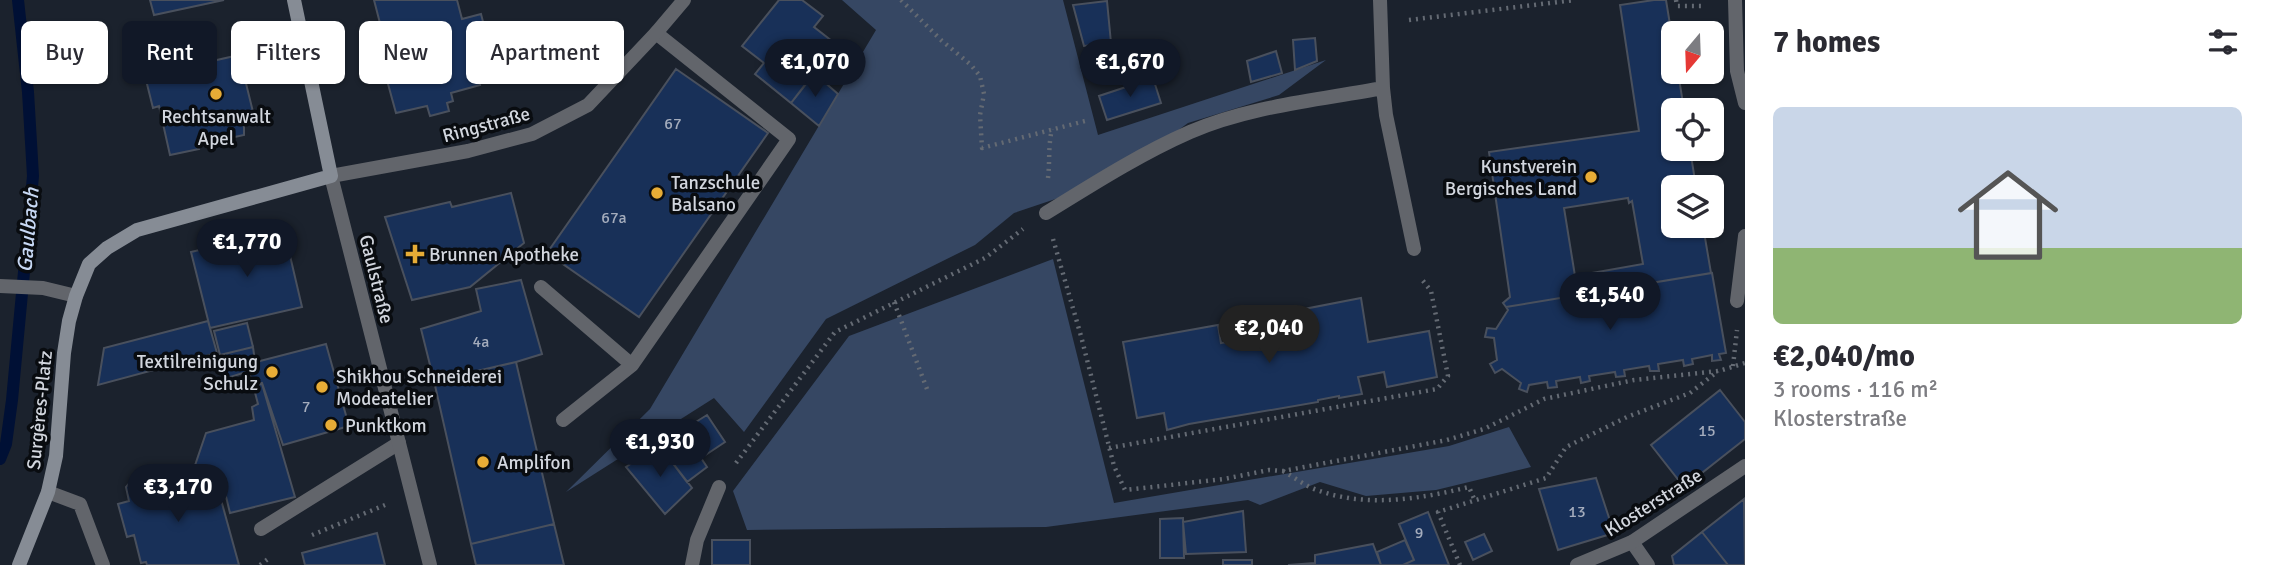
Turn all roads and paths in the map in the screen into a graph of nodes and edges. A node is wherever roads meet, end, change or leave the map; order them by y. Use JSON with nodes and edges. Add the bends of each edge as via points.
{"nodes":[{"id":1,"x":294,"y":0,"type":"edge"},
{"id":2,"x":684,"y":0,"type":"edge"},
{"id":3,"x":901,"y":0,"type":"edge"},
{"id":4,"x":1380,"y":0,"type":"edge"},
{"id":5,"x":1575,"y":0,"type":"edge"},
{"id":6,"x":1735,"y":0,"type":"edge"},
{"id":7,"x":1396,"y":22,"type":"dead end"},
{"id":8,"x":656,"y":33,"type":"junction"},
{"id":9,"x":1382,"y":88,"type":"junction"},
{"id":10,"x":1745,"y":103,"type":"edge"},
{"id":11,"x":1085,"y":121,"type":"dead end"},
{"id":12,"x":1052,"y":129,"type":"junction"},
{"id":13,"x":1050,"y":157,"type":"dead end"},
{"id":14,"x":331,"y":176,"type":"junction"},
{"id":15,"x":1046,"y":213,"type":"junction"},
{"id":16,"x":1745,"y":236,"type":"edge"},
{"id":17,"x":1413,"y":249,"type":"joint"},
{"id":18,"x":0,"y":286,"type":"edge"},
{"id":19,"x":541,"y":287,"type":"dead end"},
{"id":20,"x":76,"y":296,"type":"junction"},
{"id":21,"x":1737,"y":301,"type":"joint"},
{"id":22,"x":894,"y":302,"type":"junction"},
{"id":23,"x":1745,"y":363,"type":"edge"},
{"id":24,"x":632,"y":365,"type":"junction"},
{"id":25,"x":1733,"y":367,"type":"junction"},
{"id":26,"x":1719,"y":371,"type":"junction"},
{"id":27,"x":927,"y":389,"type":"dead end"},
{"id":28,"x":564,"y":420,"type":"dead end"},
{"id":29,"x":399,"y":443,"type":"junction"},
{"id":30,"x":1110,"y":448,"type":"junction"},
{"id":31,"x":1745,"y":466,"type":"edge"},
{"id":32,"x":1283,"y":471,"type":"junction"},
{"id":33,"x":719,"y":487,"type":"joint"},
{"id":34,"x":48,"y":492,"type":"junction"},
{"id":35,"x":412,"y":495,"type":"junction"},
{"id":36,"x":1475,"y":501,"type":"junction"},
{"id":37,"x":261,"y":529,"type":"dead end"},
{"id":38,"x":305,"y":538,"type":"dead end"},
{"id":39,"x":1632,"y":542,"type":"junction"},
{"id":40,"x":19,"y":565,"type":"edge"},
{"id":41,"x":103,"y":565,"type":"edge"},
{"id":42,"x":429,"y":565,"type":"edge"},
{"id":43,"x":692,"y":565,"type":"edge"},
{"id":44,"x":1460,"y":565,"type":"edge"},
{"id":45,"x":1577,"y":565,"type":"edge"},
{"id":46,"x":1648,"y":565,"type":"edge"}],
"edges":[{"from":1,"to":14,"type":"main road","name":"Gaulstraße"},
{"from":2,"to":8,"type":"street","name":"Ringstraße"},
{"from":3,"to":12,"type":"path","via":[[980,76],[982,148]]},
{"from":4,"to":9,"type":"street"},
{"from":5,"to":7,"type":"path"},
{"from":6,"to":10,"type":"street","via":[[1737,71]]},
{"from":8,"to":14,"type":"street","name":"Ringstraße","via":[[588,105],[532,134],[468,151]]},
{"from":8,"to":24,"type":"street","via":[[789,139]]},
{"from":9,"to":15,"type":"street","via":[[1271,106],[1192,131]]},
{"from":9,"to":17,"type":"street"},
{"from":11,"to":12,"type":"path"},
{"from":12,"to":13,"type":"path"},
{"from":14,"to":20,"type":"main road","name":"Surgères-Platz","via":[[137,230],[89,264]]},
{"from":14,"to":29,"type":"street","name":"Gaulstraße"},
{"from":15,"to":22,"type":"path","via":[[985,258]]},
{"from":15,"to":30,"type":"path"},
{"from":16,"to":21,"type":"street"},
{"from":17,"to":30,"type":"path","via":[[1420,280],[1431,291],[1448,376],[1437,389]]},
{"from":18,"to":20,"type":"street","via":[[43,288]]},
{"from":19,"to":24,"type":"street"},
{"from":20,"to":34,"type":"main road","name":"Surgères-Platz","via":[[64,353],[56,456]]},
{"from":21,"to":25,"type":"path"},
{"from":22,"to":27,"type":"path"},
{"from":22,"to":33,"type":"path","via":[[835,332]]},
{"from":23,"to":25,"type":"path"},
{"from":24,"to":28,"type":"street"},
{"from":25,"to":26,"type":"path"},
{"from":26,"to":32,"type":"path","via":[[1634,380],[1545,399],[1484,429],[1447,440]]},
{"from":26,"to":36,"type":"path","via":[[1690,393],[1566,447],[1546,478]]},
{"from":29,"to":35,"type":"street","name":"Gaulstraße"},
{"from":29,"to":37,"type":"street"},
{"from":30,"to":32,"type":"path","via":[[1125,490]]},
{"from":31,"to":39,"type":"street","name":"Klosterstraße"},
{"from":32,"to":36,"type":"path","via":[[1316,489],[1361,500],[1433,495],[1469,486]]},
{"from":33,"to":43,"type":"street"},
{"from":34,"to":40,"type":"main road","name":"Surgères-Platz"},
{"from":34,"to":41,"type":"street","via":[[80,504]]},
{"from":35,"to":38,"type":"path"},
{"from":35,"to":42,"type":"street","name":"Gaulstraße"},
{"from":36,"to":44,"type":"path","via":[[1438,512]]},
{"from":39,"to":45,"type":"street","name":"Klosterstraße"},
{"from":39,"to":46,"type":"street"}]}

What the exercise asks:
Every line above in which the word "Platz" is present must be copied into the answer.

Solution to the problem:
{"from":14,"to":20,"type":"main road","name":"Surgères-Platz","via":[[137,230],[89,264]]},
{"from":20,"to":34,"type":"main road","name":"Surgères-Platz","via":[[64,353],[56,456]]},
{"from":34,"to":40,"type":"main road","name":"Surgères-Platz"},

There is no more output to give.